• _ABOUT THIS EXERCISE_
Only the lines containing the string "main" are needed; copy all of them from the listing.

• _MATERIAL PROVIDED_
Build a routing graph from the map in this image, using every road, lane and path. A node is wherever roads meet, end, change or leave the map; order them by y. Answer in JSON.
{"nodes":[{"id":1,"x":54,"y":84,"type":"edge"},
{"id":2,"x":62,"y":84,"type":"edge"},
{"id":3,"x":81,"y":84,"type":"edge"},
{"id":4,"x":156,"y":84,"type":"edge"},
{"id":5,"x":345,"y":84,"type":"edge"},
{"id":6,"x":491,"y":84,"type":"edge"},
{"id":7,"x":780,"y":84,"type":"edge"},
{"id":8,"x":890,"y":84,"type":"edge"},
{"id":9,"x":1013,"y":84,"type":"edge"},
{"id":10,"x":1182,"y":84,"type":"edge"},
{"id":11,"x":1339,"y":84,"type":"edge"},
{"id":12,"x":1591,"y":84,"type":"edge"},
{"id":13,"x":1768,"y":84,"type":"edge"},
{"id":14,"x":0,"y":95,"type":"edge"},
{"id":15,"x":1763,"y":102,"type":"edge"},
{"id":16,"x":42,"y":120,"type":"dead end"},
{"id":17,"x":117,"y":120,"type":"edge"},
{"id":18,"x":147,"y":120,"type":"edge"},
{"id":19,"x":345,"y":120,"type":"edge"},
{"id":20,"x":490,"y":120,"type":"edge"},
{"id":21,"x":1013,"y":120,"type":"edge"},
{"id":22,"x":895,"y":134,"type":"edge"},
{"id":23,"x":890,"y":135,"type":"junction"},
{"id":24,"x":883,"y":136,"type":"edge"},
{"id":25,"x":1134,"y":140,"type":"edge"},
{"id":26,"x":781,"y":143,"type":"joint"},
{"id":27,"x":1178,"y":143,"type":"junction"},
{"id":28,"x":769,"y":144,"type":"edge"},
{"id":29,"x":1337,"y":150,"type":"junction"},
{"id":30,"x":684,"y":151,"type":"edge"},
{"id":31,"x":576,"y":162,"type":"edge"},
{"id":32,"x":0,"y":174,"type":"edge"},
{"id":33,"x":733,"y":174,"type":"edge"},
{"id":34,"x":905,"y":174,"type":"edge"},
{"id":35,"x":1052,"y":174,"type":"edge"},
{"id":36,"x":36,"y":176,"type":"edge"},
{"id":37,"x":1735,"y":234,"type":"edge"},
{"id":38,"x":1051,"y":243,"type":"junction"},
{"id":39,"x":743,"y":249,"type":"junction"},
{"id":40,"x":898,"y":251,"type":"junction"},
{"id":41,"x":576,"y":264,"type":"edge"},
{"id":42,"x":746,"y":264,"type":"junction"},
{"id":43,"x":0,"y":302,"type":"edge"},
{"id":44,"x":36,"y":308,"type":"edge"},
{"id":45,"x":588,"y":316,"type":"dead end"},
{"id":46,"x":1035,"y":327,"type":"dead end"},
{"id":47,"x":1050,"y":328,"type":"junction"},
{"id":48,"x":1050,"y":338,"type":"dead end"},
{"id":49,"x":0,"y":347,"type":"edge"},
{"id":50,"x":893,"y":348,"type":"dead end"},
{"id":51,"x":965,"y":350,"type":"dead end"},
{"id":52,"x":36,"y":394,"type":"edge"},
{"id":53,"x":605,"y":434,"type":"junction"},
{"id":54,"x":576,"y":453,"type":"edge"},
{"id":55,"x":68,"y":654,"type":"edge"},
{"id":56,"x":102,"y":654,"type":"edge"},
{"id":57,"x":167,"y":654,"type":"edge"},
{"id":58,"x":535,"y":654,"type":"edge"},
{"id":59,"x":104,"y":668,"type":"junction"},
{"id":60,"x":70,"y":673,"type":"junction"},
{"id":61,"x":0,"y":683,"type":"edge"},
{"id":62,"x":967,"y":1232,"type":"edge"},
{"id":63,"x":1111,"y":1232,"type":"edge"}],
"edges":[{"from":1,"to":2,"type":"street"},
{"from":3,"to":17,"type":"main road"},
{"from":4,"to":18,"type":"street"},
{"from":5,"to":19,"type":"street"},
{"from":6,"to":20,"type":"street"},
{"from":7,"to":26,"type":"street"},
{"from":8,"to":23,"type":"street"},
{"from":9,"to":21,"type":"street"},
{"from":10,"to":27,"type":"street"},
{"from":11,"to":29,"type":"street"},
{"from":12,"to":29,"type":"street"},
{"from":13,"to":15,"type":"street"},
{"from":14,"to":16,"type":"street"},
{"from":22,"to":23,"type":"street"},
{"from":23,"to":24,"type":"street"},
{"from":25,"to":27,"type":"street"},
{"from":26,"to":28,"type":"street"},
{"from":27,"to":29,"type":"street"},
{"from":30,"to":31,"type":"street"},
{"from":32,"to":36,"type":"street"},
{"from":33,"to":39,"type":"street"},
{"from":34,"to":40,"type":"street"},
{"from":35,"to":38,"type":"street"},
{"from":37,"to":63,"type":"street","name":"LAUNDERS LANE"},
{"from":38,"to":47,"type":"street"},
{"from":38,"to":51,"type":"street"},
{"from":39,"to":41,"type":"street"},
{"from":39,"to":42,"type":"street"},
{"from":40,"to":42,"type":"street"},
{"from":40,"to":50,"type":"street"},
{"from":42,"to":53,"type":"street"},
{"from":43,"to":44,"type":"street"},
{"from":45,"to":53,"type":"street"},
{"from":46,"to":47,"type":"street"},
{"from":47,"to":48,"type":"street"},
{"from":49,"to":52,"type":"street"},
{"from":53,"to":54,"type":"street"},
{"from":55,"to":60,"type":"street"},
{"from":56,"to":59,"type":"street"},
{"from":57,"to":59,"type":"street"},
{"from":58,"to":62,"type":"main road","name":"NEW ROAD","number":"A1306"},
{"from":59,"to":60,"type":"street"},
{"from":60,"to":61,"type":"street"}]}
* * *
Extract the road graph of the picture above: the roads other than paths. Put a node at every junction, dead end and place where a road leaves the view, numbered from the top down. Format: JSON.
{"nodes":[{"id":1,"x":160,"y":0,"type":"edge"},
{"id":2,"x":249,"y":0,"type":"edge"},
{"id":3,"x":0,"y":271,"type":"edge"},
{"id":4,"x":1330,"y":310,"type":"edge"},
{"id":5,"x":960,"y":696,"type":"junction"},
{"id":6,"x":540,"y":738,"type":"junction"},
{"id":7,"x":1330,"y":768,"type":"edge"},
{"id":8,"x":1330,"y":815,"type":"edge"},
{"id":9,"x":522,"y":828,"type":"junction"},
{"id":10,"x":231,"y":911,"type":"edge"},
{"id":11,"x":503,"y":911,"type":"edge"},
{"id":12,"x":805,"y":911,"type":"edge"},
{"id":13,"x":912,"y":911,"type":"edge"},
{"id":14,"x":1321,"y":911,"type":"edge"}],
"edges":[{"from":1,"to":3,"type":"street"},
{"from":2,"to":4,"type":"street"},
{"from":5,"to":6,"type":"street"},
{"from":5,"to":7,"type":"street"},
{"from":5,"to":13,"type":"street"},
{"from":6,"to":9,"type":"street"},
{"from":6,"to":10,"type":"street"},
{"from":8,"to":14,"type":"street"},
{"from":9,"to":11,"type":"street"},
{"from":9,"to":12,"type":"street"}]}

• _OUTPUT OF THE EXERCISE_
{"from":3,"to":17,"type":"main road"},
{"from":58,"to":62,"type":"main road","name":"NEW ROAD","number":"A1306"},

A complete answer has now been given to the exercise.